[Stored data]
────
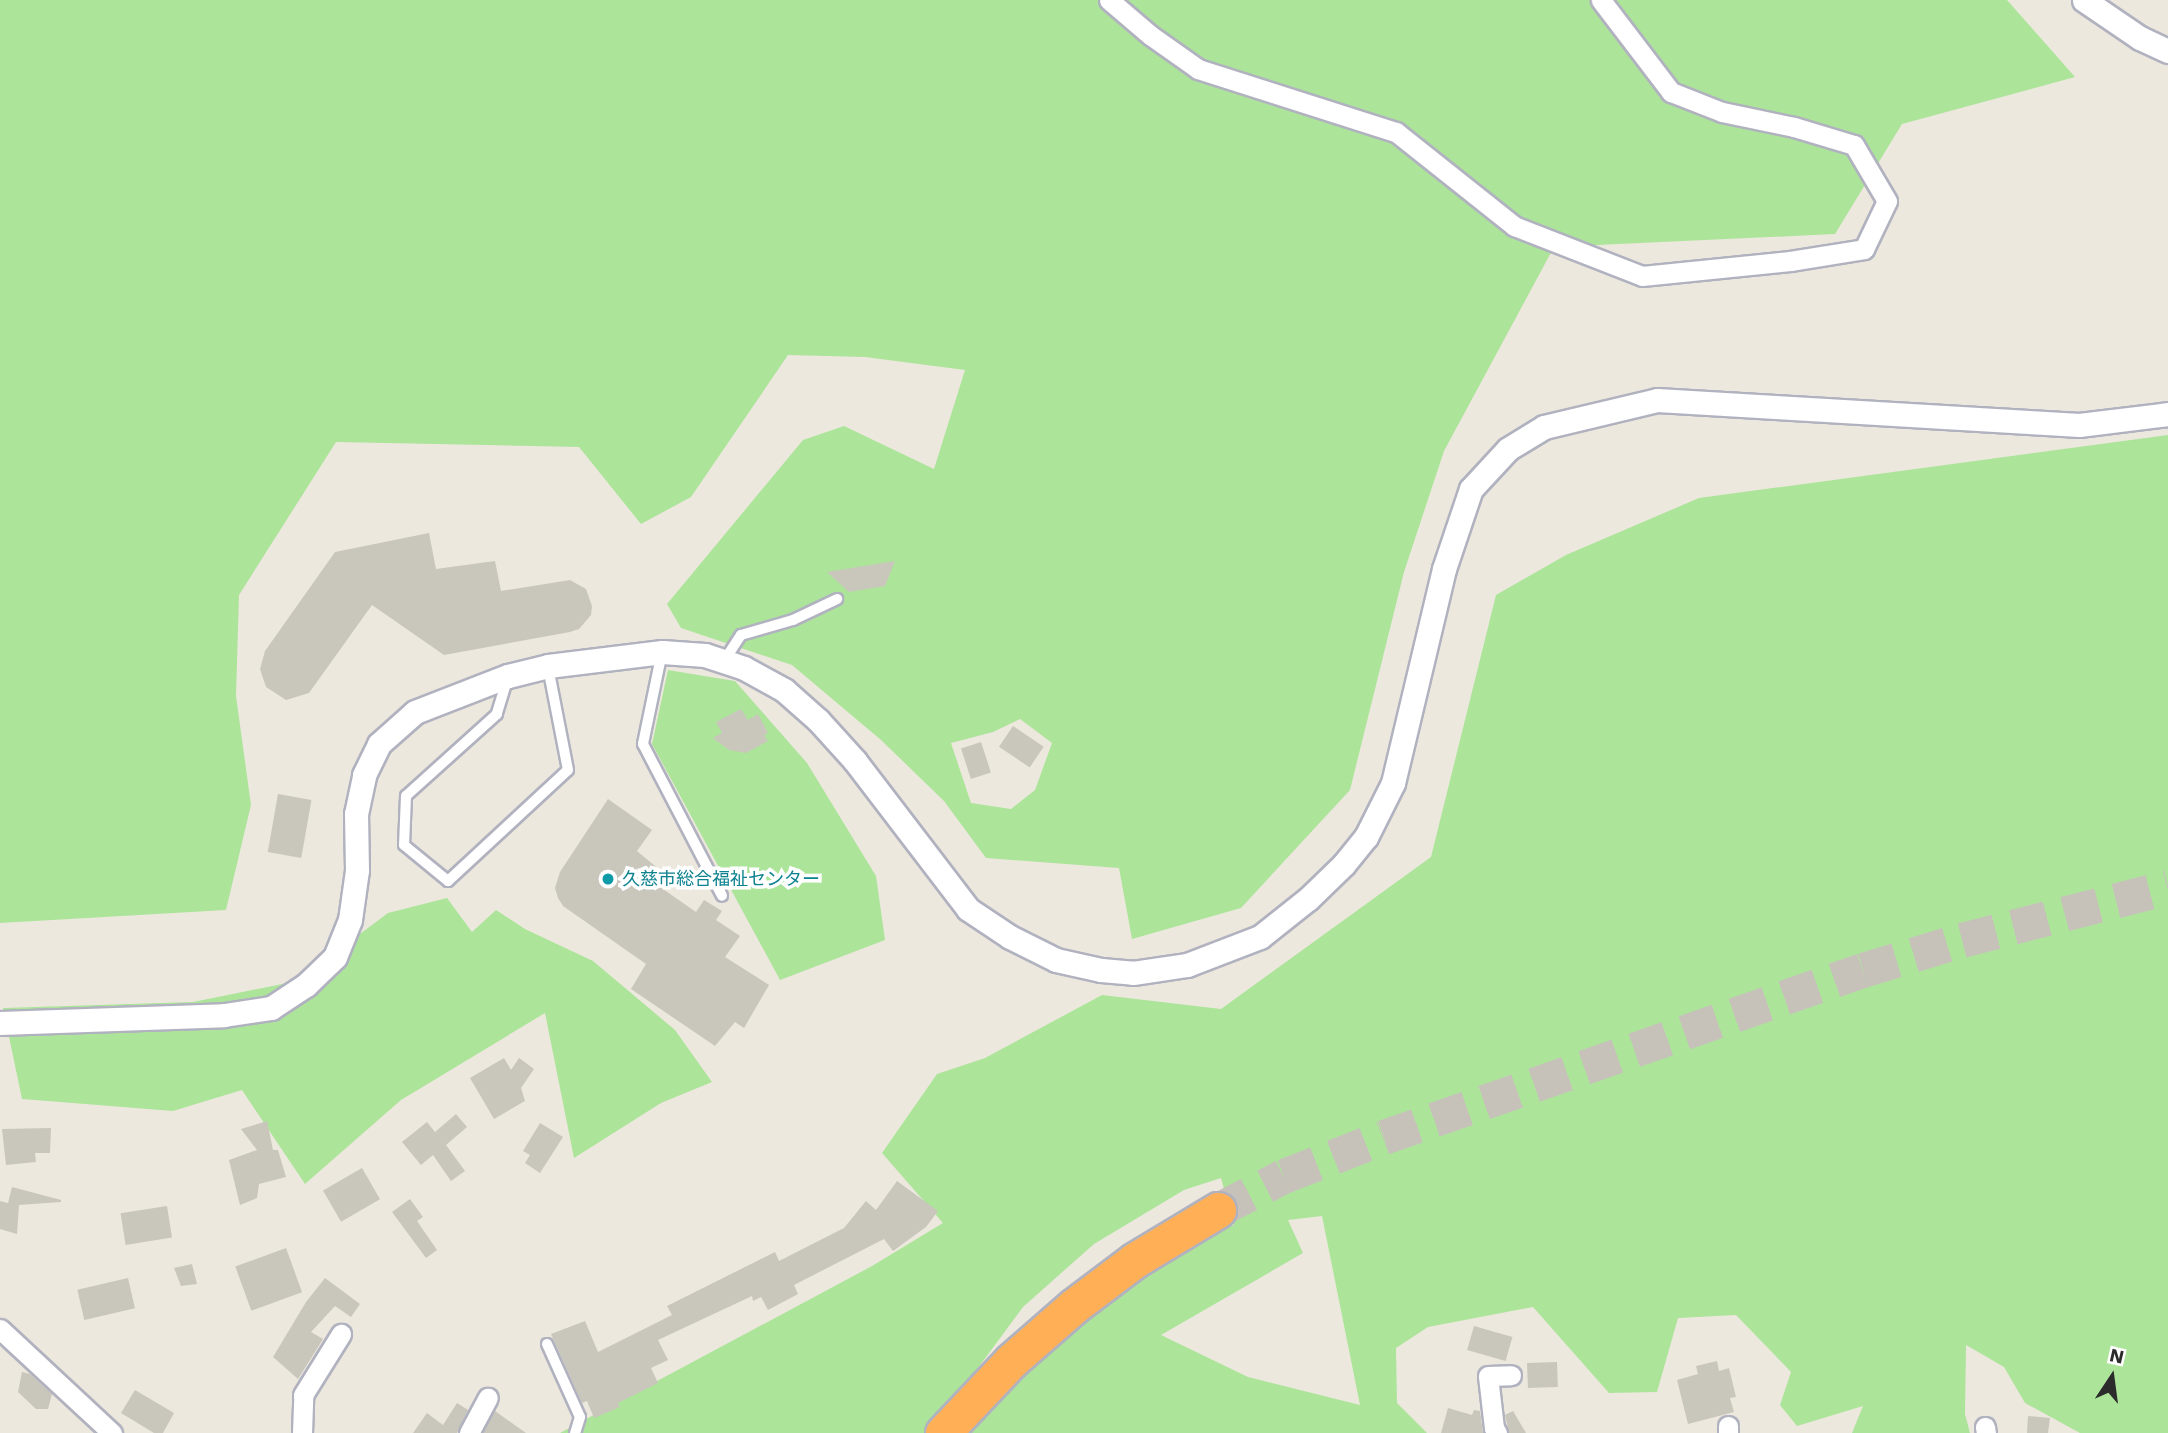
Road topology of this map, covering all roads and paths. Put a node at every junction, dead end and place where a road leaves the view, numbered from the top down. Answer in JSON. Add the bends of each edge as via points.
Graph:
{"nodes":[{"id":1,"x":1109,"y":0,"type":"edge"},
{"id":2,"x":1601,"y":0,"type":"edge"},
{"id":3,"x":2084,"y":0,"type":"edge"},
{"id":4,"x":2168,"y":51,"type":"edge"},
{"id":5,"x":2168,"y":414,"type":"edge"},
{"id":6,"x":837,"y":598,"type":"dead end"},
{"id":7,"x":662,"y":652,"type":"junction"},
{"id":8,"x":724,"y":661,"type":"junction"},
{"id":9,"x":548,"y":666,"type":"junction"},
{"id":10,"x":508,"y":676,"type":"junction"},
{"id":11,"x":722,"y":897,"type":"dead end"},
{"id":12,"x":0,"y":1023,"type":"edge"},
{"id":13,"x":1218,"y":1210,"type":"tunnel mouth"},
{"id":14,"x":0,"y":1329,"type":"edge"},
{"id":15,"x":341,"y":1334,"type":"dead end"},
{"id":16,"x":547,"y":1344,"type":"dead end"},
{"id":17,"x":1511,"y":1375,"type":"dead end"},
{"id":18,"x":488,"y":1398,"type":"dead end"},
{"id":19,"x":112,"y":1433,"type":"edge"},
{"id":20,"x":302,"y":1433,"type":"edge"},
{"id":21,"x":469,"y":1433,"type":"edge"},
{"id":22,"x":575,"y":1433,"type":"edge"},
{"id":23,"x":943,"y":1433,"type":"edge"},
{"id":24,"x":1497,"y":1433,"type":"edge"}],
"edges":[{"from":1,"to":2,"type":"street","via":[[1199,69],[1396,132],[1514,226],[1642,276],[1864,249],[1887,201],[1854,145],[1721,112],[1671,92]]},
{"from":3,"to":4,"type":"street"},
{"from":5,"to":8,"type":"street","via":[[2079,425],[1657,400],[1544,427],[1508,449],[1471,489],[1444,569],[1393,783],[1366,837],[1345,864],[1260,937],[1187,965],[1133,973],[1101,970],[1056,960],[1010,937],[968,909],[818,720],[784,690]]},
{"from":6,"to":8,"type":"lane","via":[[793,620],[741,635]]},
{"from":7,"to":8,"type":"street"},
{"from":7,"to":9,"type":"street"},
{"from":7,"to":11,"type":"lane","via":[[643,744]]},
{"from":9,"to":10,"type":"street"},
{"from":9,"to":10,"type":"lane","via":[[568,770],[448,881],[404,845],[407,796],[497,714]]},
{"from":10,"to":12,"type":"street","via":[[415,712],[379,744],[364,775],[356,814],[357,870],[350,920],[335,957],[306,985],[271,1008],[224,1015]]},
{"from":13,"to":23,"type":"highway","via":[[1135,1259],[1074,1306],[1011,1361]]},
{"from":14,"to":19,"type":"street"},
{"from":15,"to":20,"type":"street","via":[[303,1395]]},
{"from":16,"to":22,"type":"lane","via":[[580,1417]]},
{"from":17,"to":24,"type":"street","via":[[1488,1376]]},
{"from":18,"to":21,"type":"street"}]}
────
= The task =
Apart from the pictures, the entries above are to be repeated in full and exactly.

= Solved problem =
Road topology of this map, covering all roads and paths. Put a node at every junction, dead end and place where a road leaves the view, numbered from the top down. Answer in JSON. Add the bends of each edge as via points.
Graph:
{"nodes":[{"id":1,"x":1109,"y":0,"type":"edge"},
{"id":2,"x":1601,"y":0,"type":"edge"},
{"id":3,"x":2084,"y":0,"type":"edge"},
{"id":4,"x":2168,"y":51,"type":"edge"},
{"id":5,"x":2168,"y":414,"type":"edge"},
{"id":6,"x":837,"y":598,"type":"dead end"},
{"id":7,"x":662,"y":652,"type":"junction"},
{"id":8,"x":724,"y":661,"type":"junction"},
{"id":9,"x":548,"y":666,"type":"junction"},
{"id":10,"x":508,"y":676,"type":"junction"},
{"id":11,"x":722,"y":897,"type":"dead end"},
{"id":12,"x":0,"y":1023,"type":"edge"},
{"id":13,"x":1218,"y":1210,"type":"tunnel mouth"},
{"id":14,"x":0,"y":1329,"type":"edge"},
{"id":15,"x":341,"y":1334,"type":"dead end"},
{"id":16,"x":547,"y":1344,"type":"dead end"},
{"id":17,"x":1511,"y":1375,"type":"dead end"},
{"id":18,"x":488,"y":1398,"type":"dead end"},
{"id":19,"x":112,"y":1433,"type":"edge"},
{"id":20,"x":302,"y":1433,"type":"edge"},
{"id":21,"x":469,"y":1433,"type":"edge"},
{"id":22,"x":575,"y":1433,"type":"edge"},
{"id":23,"x":943,"y":1433,"type":"edge"},
{"id":24,"x":1497,"y":1433,"type":"edge"}],
"edges":[{"from":1,"to":2,"type":"street","via":[[1199,69],[1396,132],[1514,226],[1642,276],[1864,249],[1887,201],[1854,145],[1721,112],[1671,92]]},
{"from":3,"to":4,"type":"street"},
{"from":5,"to":8,"type":"street","via":[[2079,425],[1657,400],[1544,427],[1508,449],[1471,489],[1444,569],[1393,783],[1366,837],[1345,864],[1260,937],[1187,965],[1133,973],[1101,970],[1056,960],[1010,937],[968,909],[818,720],[784,690]]},
{"from":6,"to":8,"type":"lane","via":[[793,620],[741,635]]},
{"from":7,"to":8,"type":"street"},
{"from":7,"to":9,"type":"street"},
{"from":7,"to":11,"type":"lane","via":[[643,744]]},
{"from":9,"to":10,"type":"street"},
{"from":9,"to":10,"type":"lane","via":[[568,770],[448,881],[404,845],[407,796],[497,714]]},
{"from":10,"to":12,"type":"street","via":[[415,712],[379,744],[364,775],[356,814],[357,870],[350,920],[335,957],[306,985],[271,1008],[224,1015]]},
{"from":13,"to":23,"type":"highway","via":[[1135,1259],[1074,1306],[1011,1361]]},
{"from":14,"to":19,"type":"street"},
{"from":15,"to":20,"type":"street","via":[[303,1395]]},
{"from":16,"to":22,"type":"lane","via":[[580,1417]]},
{"from":17,"to":24,"type":"street","via":[[1488,1376]]},
{"from":18,"to":21,"type":"street"}]}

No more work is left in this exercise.